The steering rack is affixed to the body with rubber bushings that are prone to flex and deterioration over time. You can replace these rubber bushings with two piece polyurethane bushings that will make the steering input more direct with less flex in the system, resulting in a feel that’s loads more sporty and precise. At way less than $50 for a set, it’s a no-brainer for the cash-strapped modder.
You can redo all the bushings in your suspension, but based on my experiences, the steering rack bushings should be the first on the list.

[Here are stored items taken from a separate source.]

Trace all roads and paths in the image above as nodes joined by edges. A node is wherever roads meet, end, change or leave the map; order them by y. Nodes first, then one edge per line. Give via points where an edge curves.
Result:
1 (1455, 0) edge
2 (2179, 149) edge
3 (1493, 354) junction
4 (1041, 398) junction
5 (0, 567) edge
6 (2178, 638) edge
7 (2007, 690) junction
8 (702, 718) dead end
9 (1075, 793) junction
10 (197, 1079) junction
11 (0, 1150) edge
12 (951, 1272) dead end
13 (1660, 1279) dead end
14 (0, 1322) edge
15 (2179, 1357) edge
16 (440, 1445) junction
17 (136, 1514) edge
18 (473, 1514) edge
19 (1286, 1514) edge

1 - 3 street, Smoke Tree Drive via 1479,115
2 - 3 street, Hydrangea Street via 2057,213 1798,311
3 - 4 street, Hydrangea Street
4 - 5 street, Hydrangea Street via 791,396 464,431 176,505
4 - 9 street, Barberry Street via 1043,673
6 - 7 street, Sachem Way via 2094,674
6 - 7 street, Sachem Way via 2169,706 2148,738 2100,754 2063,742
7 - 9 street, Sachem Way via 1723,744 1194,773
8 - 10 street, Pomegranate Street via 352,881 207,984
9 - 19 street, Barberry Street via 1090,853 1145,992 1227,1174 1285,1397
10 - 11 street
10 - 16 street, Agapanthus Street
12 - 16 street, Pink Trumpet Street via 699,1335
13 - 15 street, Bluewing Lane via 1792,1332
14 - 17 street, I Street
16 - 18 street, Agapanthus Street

An important measure in evaluating whether a car is fun to drive or not is its throttle response, meaning how quick the car’s engine is to reciprocate on your press of the accelerator. Older cars equipped with a cable throttle have a physical coupling between the throttle pedal and the throttle body on the engine. Over time and many heat cycles, this cable can get stretched out and may need adjustment. Thankfully, on most cars, this is easily solved with two wrenches and about five minutes of your time.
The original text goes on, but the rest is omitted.